(Dataset entries)
--------
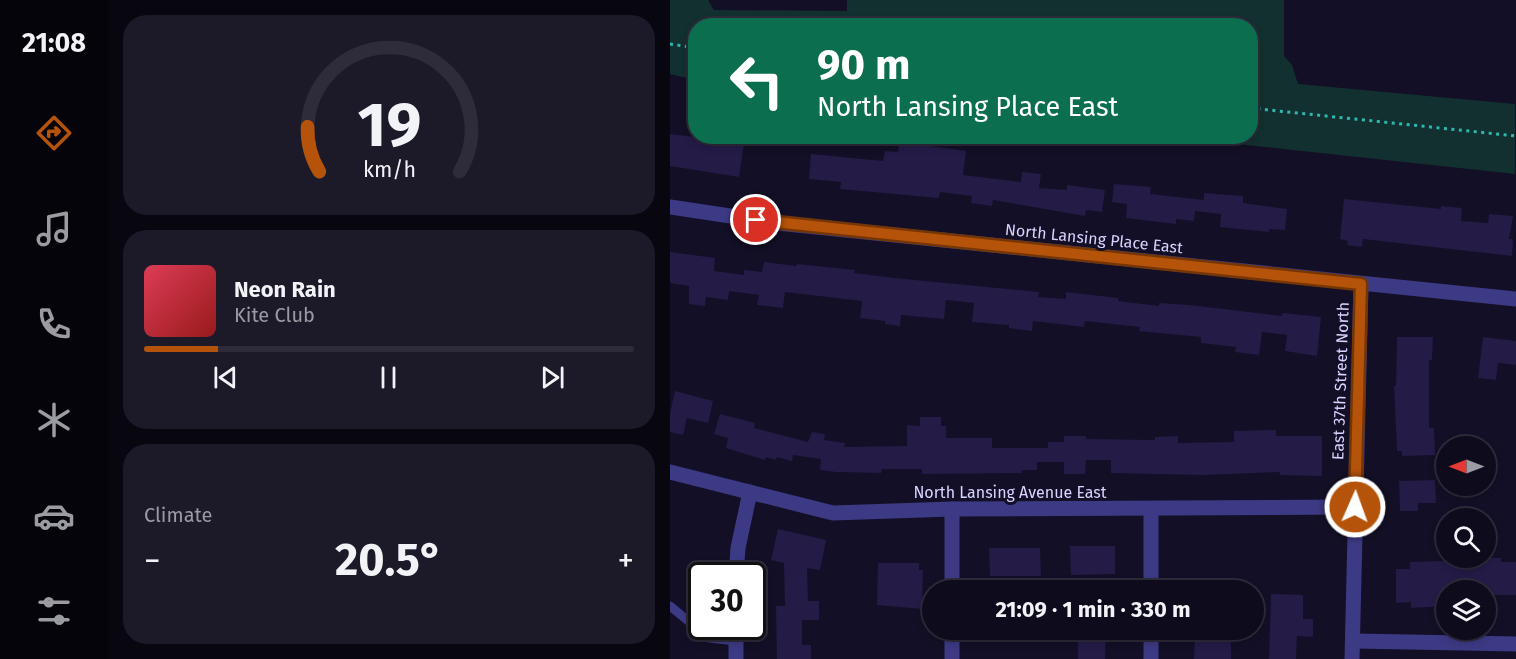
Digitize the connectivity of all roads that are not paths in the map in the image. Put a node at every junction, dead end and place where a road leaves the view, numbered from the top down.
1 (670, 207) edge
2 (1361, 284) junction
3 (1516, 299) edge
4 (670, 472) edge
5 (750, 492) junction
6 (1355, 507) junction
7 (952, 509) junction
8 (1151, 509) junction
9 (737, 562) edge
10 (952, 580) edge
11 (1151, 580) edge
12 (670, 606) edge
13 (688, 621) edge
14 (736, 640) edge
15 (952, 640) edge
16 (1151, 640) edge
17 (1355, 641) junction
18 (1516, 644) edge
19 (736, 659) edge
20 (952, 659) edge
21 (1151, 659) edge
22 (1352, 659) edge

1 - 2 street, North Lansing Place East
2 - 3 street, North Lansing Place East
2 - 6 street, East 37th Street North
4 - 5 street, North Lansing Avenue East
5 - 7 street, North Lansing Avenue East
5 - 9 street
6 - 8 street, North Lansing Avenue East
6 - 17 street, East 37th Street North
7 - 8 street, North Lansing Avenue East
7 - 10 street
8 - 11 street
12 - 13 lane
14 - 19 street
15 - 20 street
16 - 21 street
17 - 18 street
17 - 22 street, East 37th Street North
--------
What the task asks ::
Please print the entries shown above again, exactly, and skip the pictures.

Solution to this exercise ::
Digitize the connectivity of all roads that are not paths in the map in the image. Put a node at every junction, dead end and place where a road leaves the view, numbered from the top down.
1 (670, 207) edge
2 (1361, 284) junction
3 (1516, 299) edge
4 (670, 472) edge
5 (750, 492) junction
6 (1355, 507) junction
7 (952, 509) junction
8 (1151, 509) junction
9 (737, 562) edge
10 (952, 580) edge
11 (1151, 580) edge
12 (670, 606) edge
13 (688, 621) edge
14 (736, 640) edge
15 (952, 640) edge
16 (1151, 640) edge
17 (1355, 641) junction
18 (1516, 644) edge
19 (736, 659) edge
20 (952, 659) edge
21 (1151, 659) edge
22 (1352, 659) edge

1 - 2 street, North Lansing Place East
2 - 3 street, North Lansing Place East
2 - 6 street, East 37th Street North
4 - 5 street, North Lansing Avenue East
5 - 7 street, North Lansing Avenue East
5 - 9 street
6 - 8 street, North Lansing Avenue East
6 - 17 street, East 37th Street North
7 - 8 street, North Lansing Avenue East
7 - 10 street
8 - 11 street
12 - 13 lane
14 - 19 street
15 - 20 street
16 - 21 street
17 - 18 street
17 - 22 street, East 37th Street North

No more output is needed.